Zürich sei die einzige Region, die genug Werbeerträge hergebe für eine rein kommerzielle Finanzierung, ergänzte Moesch.

Finanzierung durch Pay-TV

Die Befürworter der Initiative schlagen weiter vor, Sender könnten sich mittels Verkauf von Abos finanzieren. «Pay-TV funktioniert bei Serien, Sport und Sex.
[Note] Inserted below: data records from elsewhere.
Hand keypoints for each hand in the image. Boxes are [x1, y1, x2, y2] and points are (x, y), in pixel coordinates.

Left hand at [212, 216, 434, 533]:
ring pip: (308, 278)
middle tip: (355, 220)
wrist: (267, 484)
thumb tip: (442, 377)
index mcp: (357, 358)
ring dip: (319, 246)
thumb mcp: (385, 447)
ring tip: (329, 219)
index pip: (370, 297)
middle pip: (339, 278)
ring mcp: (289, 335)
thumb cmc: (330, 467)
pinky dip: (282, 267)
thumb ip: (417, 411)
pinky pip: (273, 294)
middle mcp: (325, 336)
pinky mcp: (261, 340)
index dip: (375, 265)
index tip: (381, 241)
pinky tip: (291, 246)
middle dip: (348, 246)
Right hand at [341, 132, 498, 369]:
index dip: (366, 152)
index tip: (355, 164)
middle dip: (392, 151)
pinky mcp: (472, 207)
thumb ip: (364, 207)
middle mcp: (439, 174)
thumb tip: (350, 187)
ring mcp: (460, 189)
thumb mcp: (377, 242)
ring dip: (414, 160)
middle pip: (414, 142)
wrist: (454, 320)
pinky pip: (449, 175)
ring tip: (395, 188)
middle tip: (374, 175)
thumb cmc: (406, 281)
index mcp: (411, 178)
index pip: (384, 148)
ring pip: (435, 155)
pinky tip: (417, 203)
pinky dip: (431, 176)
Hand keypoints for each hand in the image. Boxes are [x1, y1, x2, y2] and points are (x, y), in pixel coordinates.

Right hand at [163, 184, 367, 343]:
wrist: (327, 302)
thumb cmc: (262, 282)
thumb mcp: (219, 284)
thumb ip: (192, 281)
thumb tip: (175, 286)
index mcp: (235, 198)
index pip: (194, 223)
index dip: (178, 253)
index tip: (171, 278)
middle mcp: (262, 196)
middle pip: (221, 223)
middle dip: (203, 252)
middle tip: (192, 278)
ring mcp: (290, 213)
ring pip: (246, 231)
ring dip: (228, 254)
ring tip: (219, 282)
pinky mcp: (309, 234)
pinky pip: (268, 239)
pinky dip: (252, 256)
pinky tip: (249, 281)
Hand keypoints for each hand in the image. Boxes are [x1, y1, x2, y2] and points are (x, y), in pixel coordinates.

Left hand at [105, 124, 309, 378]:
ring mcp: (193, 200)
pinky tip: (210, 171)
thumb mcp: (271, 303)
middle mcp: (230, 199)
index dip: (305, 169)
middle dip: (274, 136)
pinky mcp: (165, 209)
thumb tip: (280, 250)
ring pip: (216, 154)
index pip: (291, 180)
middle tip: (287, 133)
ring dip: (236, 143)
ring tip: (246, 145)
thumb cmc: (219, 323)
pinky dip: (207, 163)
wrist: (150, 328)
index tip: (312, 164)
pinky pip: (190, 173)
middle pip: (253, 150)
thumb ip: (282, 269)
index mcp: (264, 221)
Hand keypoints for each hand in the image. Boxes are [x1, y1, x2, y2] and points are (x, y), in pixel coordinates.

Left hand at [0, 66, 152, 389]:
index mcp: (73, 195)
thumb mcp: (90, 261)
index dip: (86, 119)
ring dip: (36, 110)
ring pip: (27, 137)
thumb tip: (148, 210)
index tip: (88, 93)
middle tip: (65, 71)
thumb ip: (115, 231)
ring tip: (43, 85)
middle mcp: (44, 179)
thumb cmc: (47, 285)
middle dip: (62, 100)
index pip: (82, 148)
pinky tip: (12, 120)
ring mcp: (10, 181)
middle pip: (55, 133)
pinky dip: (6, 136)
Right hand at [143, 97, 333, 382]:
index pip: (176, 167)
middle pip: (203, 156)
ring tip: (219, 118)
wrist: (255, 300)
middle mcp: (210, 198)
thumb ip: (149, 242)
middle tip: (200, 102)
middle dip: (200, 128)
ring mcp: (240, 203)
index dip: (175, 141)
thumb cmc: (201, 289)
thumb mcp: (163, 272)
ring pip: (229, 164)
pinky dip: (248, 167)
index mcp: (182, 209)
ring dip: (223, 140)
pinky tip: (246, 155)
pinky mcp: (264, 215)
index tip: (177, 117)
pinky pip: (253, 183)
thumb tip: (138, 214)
Aber nicht für Informationen», sagte Telesuisse-Geschäftsführer Marc Friedli. Pay-TV sei daher keine seriöse Option. Bisherige Versuche mit freiwilligen Kundenabos im Kanton Wallis hätten ernüchternde Zahlen gezeigt, ergänzte Moesch. Und Philippe Zahno, Präsident der Radios Régionales Romandes RRR, fügte an: «Wir sprechen hier immer nur über Pay-per-View und nie über Pay-per-Hear. Wie will man Radios finanzieren? Das funktioniert nicht.»

Plan B funktioniert nicht

Auch weitere Vorschläge der Initiativbefürworter wurden an der Medienkonferenz zerschlagen – so zum Beispiel der Vorschlag zur Finanzierung der Sender durch die Kantone. «Bis die entsprechenden Rahmenbedingungen in all den Kantonen geändert wären, gäbe es die Sender bereits nicht mehr», sagte Friedli. Und zum Argument, dass es früher auch ohne Gebührengelder funktioniert habe, sagte er, dass heute 6 der 13 TV-Sender mit Leistungsauftrag zu Verlagshäusern gehören würden. «Früher wurden die Verluste von den Verlagshäusern gedeckt. Heute ist es undenkbar, dass Verlage Radio und TV quersubventionieren würden», so Friedli. Das Geld würde schlicht fehlen.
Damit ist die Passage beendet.